Look through the entries below for the string "name", and copy each line where it is found.

--------------------

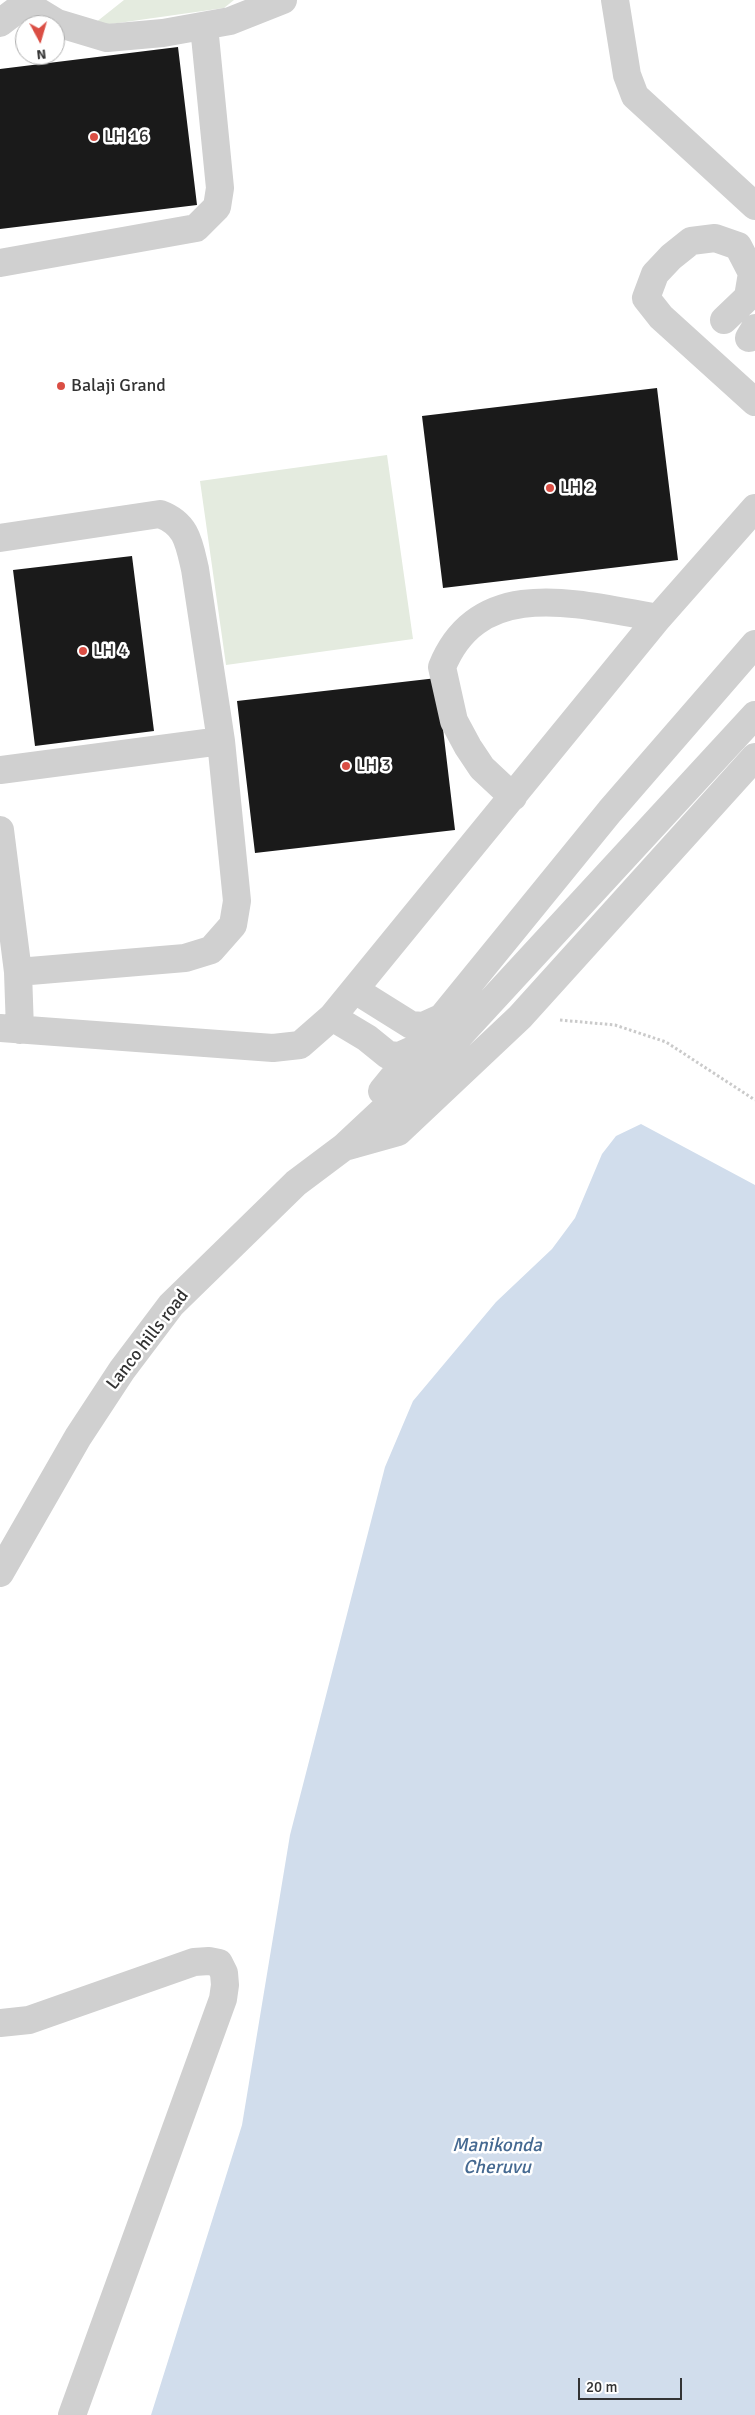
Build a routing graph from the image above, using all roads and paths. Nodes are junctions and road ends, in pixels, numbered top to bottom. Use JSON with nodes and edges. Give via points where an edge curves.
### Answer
{"nodes":[{"id":1,"x":283,"y":0,"type":"edge"},
{"id":2,"x":615,"y":0,"type":"edge"},
{"id":3,"x":31,"y":1,"type":"edge"},
{"id":4,"x":0,"y":23,"type":"edge"},
{"id":5,"x":204,"y":26,"type":"junction"},
{"id":6,"x":755,"y":206,"type":"edge"},
{"id":7,"x":0,"y":263,"type":"edge"},
{"id":8,"x":724,"y":320,"type":"dead end"},
{"id":9,"x":755,"y":402,"type":"edge"},
{"id":10,"x":755,"y":508,"type":"edge"},
{"id":11,"x":0,"y":538,"type":"edge"},
{"id":12,"x":658,"y":618,"type":"junction"},
{"id":13,"x":755,"y":644,"type":"edge"},
{"id":14,"x":755,"y":715,"type":"edge"},
{"id":15,"x":220,"y":741,"type":"junction"},
{"id":16,"x":755,"y":757,"type":"edge"},
{"id":17,"x":0,"y":770,"type":"edge"},
{"id":18,"x":513,"y":797,"type":"junction"},
{"id":19,"x":610,"y":811,"type":"junction"},
{"id":20,"x":0,"y":830,"type":"edge"},
{"id":21,"x":642,"y":836,"type":"junction"},
{"id":22,"x":664,"y":856,"type":"junction"},
{"id":23,"x":18,"y":972,"type":"junction"},
{"id":24,"x":355,"y":990,"type":"junction"},
{"id":25,"x":520,"y":1016,"type":"junction"},
{"id":26,"x":332,"y":1017,"type":"junction"},
{"id":27,"x":443,"y":1017,"type":"junction"},
{"id":28,"x":10,"y":1029,"type":"edge"},
{"id":29,"x":417,"y":1048,"type":"junction"},
{"id":30,"x":382,"y":1091,"type":"dead end"},
{"id":31,"x":755,"y":1100,"type":"edge"},
{"id":32,"x":344,"y":1147,"type":"junction"},
{"id":33,"x":0,"y":1573,"type":"edge"},
{"id":34,"x":0,"y":2023,"type":"edge"},
{"id":35,"x":72,"y":2415,"type":"edge"}],
"edges":[{"from":1,"to":5,"type":"street","via":[[230,21]]},
{"from":2,"to":6,"type":"street","via":[[627,75],[635,96]]},
{"from":3,"to":4,"type":"street"},
{"from":3,"to":5,"type":"street","via":[[57,23],[108,38]]},
{"from":5,"to":7,"type":"street","via":[[220,188],[217,207],[196,228]]},
{"from":8,"to":9,"type":"street","via":[[748,297],[752,273],[738,246],[715,238],[691,241],[655,274],[646,298],[661,317]]},
{"from":10,"to":12,"type":"street"},
{"from":11,"to":15,"type":"street","via":[[160,514],[173,518],[188,542],[195,568]]},
{"from":12,"to":18,"type":"street"},
{"from":12,"to":18,"type":"street","via":[[569,603],[517,604],[495,609],[456,640],[442,667],[454,720],[482,768]]},
{"from":13,"to":19,"type":"street"},
{"from":14,"to":21,"type":"street","name":"Lanco hills road"},
{"from":15,"to":17,"type":"street"},
{"from":15,"to":23,"type":"street","via":[[237,901],[233,925],[211,950],[185,958]]},
{"from":16,"to":22,"type":"street"},
{"from":18,"to":24,"type":"street"},
{"from":19,"to":21,"type":"street"},
{"from":19,"to":27,"type":"street"},
{"from":20,"to":23,"type":"street"},
{"from":21,"to":22,"type":"street"},
{"from":21,"to":32,"type":"street","name":"Lanco hills road","via":[[435,1062]]},
{"from":22,"to":25,"type":"street"},
{"from":23,"to":28,"type":"street"},
{"from":24,"to":26,"type":"street"},
{"from":24,"to":27,"type":"street","via":[[411,1025],[422,1026]]},
{"from":25,"to":31,"type":"path","via":[[615,1026],[666,1042]]},
{"from":25,"to":32,"type":"street","via":[[398,1132]]},
{"from":26,"to":28,"type":"street","via":[[300,1045],[287,1048]]},
{"from":26,"to":29,"type":"street","via":[[388,1055],[399,1056]]},
{"from":27,"to":29,"type":"street"},
{"from":29,"to":30,"type":"street"},
{"from":32,"to":33,"type":"street","name":"Lanco hills road","via":[[296,1183],[171,1305],[89,1420]]},
{"from":34,"to":35,"type":"street","via":[[29,2020],[194,1962],[209,1960],[219,1964],[224,1973],[223,1999]]}]}
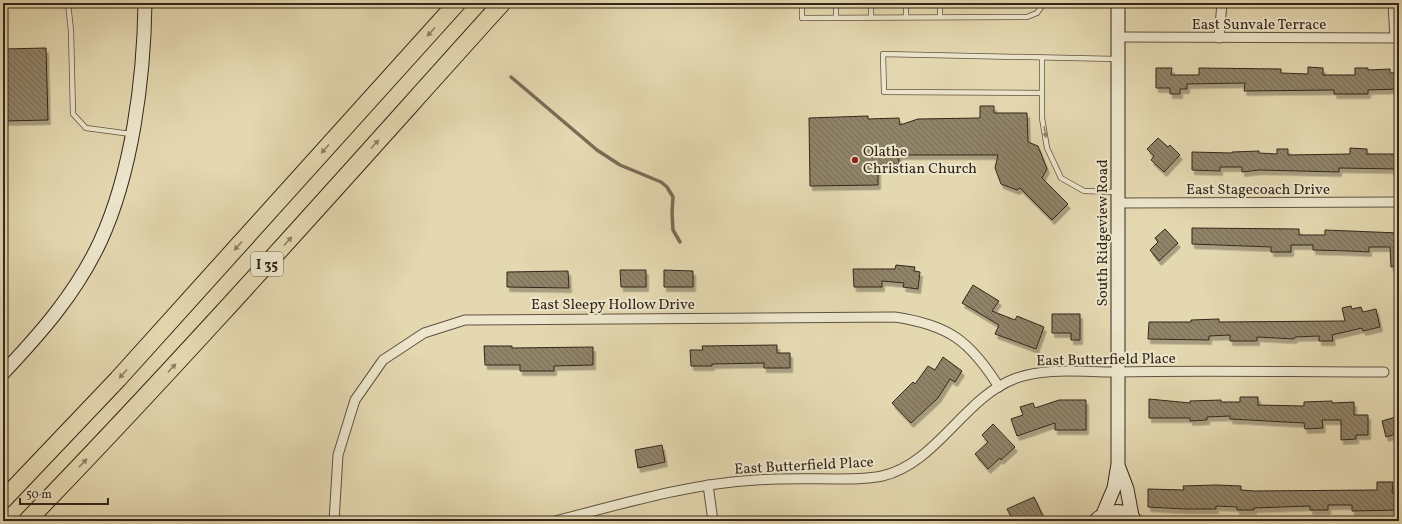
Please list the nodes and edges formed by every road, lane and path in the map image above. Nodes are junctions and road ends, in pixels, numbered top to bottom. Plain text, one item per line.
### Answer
1 (68, 3) edge
2 (145, 3) edge
3 (457, 3) edge
4 (502, 3) edge
5 (802, 3) edge
6 (836, 3) edge
7 (871, 3) edge
8 (906, 3) edge
9 (940, 3) edge
10 (1044, 3) edge
11 (1118, 3) edge
12 (1222, 3) edge
13 (1393, 3) edge
14 (906, 17) junction
15 (940, 17) junction
16 (836, 18) junction
17 (871, 18) junction
18 (1118, 37) junction
19 (1219, 38) junction
20 (1397, 38) edge
21 (1042, 58) junction
22 (1119, 58) junction
23 (1042, 93) junction
24 (131, 134) junction
25 (1118, 198) junction
26 (1399, 202) edge
27 (1118, 372) junction
28 (1384, 372) dead end
29 (3, 373) edge
30 (999, 387) junction
31 (1118, 464) junction
32 (708, 485) junction
33 (3, 500) edge
34 (1099, 518) edge
35 (1134, 519) edge
36 (27, 521) edge
37 (334, 521) edge
38 (556, 521) edge
39 (713, 521) edge

1 - 24 lane
2 - 24 main road
3 -> 33 highway, I 35
36 -> 4 highway, I 35
5 - 16 lane
6 - 16 lane
7 - 17 lane
8 - 14 lane
9 - 15 lane
10 - 15 lane
11 - 18 main road, South Ridgeview Road
12 - 19 street
13 - 20 street
14 - 15 lane
14 - 17 lane
16 - 17 lane
18 - 19 street, East Sunvale Terrace
18 - 22 main road, South Ridgeview Road
19 - 20 street, East Sunvale Terrace
21 - 22 lane
21 - 23 lane
21 - 23 lane
22 - 25 main road, South Ridgeview Road
23 -> 25 lane
24 - 29 main road
25 - 26 street, East Stagecoach Drive
25 - 27 main road, South Ridgeview Road
27 - 28 street, East Butterfield Place
27 - 30 street, East Butterfield Place
27 - 31 main road, South Ridgeview Road
30 - 32 street, East Butterfield Place
30 - 37 street, East Sleepy Hollow Drive
31 - 34 main road
31 - 35 main road
32 - 38 street, East Butterfield Place
32 - 39 street
34 - 35 main road

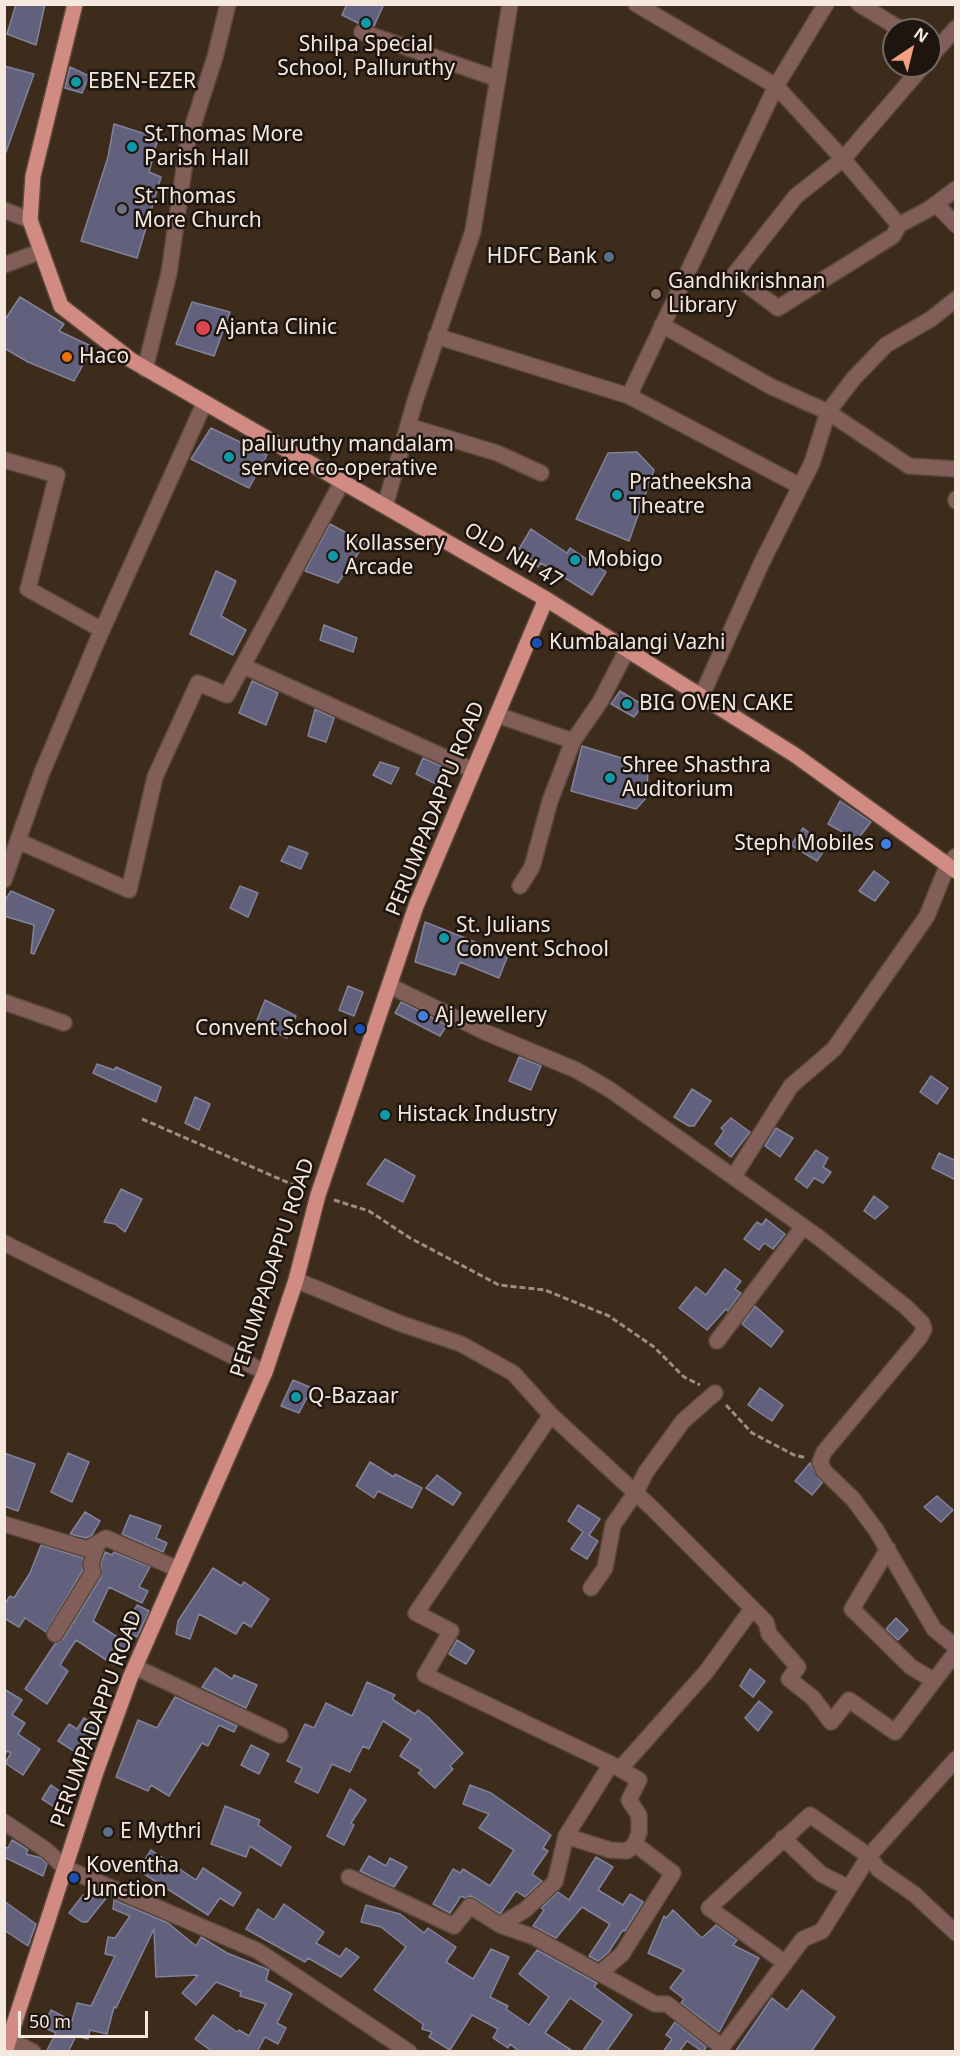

--------------------

### [Response area]
{"from":14,"to":21,"type":"street","name":"Lanco hills road"},
{"from":21,"to":32,"type":"street","name":"Lanco hills road","via":[[435,1062]]},
{"from":32,"to":33,"type":"street","name":"Lanco hills road","via":[[296,1183],[171,1305],[89,1420]]},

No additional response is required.